DATASET: Begin

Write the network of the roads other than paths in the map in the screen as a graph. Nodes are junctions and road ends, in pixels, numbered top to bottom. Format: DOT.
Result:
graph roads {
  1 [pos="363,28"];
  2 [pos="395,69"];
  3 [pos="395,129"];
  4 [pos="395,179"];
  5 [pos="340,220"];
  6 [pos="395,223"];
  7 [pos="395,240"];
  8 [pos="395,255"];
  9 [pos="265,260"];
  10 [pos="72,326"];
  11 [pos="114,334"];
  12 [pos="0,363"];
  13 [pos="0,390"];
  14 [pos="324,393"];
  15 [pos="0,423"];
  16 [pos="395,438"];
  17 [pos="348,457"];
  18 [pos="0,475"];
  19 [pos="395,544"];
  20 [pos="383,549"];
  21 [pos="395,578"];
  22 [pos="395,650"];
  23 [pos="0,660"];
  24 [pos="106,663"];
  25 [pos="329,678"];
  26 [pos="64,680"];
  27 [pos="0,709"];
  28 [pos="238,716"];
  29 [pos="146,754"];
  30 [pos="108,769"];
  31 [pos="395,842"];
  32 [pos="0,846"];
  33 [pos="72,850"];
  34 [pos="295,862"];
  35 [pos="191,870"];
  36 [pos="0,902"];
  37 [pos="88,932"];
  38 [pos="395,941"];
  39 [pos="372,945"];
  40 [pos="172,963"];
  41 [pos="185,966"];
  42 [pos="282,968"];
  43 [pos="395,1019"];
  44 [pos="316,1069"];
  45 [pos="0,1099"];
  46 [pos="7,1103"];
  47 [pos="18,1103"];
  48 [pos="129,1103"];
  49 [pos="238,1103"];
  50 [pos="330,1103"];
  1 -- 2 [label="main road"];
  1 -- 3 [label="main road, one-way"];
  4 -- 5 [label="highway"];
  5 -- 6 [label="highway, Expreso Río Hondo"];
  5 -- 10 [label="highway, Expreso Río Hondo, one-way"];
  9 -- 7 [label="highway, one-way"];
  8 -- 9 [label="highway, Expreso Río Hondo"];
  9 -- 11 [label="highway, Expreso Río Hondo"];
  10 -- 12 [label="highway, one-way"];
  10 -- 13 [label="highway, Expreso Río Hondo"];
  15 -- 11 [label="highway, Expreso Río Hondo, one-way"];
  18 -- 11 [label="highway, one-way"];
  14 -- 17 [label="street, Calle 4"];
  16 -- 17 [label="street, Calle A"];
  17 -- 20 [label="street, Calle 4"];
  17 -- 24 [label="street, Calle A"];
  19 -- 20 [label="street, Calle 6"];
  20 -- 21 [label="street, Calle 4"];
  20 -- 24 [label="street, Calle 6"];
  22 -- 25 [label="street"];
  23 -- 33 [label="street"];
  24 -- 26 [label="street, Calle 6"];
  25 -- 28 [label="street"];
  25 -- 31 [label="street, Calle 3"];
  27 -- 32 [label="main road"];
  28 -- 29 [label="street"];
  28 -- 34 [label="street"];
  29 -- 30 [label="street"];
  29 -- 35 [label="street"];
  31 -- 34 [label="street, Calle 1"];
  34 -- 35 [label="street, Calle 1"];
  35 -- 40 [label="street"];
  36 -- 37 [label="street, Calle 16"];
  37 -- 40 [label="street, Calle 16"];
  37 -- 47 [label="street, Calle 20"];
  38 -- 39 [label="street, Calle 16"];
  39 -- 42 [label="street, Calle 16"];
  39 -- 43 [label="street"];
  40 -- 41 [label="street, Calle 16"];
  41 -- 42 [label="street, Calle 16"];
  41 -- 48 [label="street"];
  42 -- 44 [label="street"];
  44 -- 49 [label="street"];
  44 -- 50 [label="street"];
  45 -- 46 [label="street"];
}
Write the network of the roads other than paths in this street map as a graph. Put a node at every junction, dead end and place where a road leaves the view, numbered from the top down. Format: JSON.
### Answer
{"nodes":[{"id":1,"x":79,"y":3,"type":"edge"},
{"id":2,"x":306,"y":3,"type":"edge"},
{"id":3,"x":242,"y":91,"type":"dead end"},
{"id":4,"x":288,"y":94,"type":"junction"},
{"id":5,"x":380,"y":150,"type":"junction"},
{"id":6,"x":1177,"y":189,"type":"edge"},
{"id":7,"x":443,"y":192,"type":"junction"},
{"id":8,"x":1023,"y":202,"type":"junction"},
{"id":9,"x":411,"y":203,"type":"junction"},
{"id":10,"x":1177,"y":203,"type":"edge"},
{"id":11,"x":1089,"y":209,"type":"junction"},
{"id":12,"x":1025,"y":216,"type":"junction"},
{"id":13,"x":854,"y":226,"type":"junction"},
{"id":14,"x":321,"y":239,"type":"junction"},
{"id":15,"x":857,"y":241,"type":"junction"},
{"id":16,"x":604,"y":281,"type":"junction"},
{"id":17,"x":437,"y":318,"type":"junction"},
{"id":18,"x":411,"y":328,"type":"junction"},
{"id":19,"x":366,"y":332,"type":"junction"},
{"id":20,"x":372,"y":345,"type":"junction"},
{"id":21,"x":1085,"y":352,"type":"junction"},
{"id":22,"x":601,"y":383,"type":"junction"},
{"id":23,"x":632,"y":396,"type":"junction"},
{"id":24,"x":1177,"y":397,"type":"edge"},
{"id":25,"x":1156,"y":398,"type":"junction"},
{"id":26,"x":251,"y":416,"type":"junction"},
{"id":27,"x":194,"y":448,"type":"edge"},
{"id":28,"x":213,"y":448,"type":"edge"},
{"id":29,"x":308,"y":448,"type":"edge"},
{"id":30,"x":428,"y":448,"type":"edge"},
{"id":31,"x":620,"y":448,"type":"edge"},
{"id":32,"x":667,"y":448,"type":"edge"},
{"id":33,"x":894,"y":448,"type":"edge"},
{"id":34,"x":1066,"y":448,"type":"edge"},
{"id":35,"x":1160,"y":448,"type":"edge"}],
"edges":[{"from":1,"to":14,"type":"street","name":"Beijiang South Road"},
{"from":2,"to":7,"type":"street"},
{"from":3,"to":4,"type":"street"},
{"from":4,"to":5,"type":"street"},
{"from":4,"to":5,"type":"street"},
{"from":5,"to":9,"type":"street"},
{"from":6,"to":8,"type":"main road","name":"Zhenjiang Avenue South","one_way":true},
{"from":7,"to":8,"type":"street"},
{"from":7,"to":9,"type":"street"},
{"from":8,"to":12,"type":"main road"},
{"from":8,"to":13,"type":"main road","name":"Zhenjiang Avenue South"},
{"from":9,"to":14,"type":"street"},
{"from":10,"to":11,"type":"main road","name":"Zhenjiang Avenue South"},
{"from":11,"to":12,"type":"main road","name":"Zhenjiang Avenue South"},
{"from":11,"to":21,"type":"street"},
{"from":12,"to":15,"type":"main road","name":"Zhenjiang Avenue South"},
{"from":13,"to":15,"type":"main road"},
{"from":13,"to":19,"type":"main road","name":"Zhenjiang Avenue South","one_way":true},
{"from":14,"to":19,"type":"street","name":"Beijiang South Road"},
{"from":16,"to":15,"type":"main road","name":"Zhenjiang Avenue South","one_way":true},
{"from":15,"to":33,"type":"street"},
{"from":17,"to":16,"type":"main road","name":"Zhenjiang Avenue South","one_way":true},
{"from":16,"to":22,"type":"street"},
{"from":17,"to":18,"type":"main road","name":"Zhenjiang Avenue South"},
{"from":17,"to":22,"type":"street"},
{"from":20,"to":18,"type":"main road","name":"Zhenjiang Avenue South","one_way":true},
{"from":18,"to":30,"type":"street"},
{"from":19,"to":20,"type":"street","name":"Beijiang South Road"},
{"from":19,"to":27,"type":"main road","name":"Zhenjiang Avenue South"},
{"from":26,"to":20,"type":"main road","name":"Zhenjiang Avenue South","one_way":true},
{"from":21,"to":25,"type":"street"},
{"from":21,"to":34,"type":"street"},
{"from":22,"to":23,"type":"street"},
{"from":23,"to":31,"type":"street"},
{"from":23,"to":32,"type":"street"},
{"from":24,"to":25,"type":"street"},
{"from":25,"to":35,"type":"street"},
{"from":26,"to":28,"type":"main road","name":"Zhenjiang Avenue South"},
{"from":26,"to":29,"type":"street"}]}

DATASET: End

EXERCISE OBJECTIVE
Say how many lines in the data hold the string "Hondo". No other content should accompany the number.

WRITTEN RESPONSE
6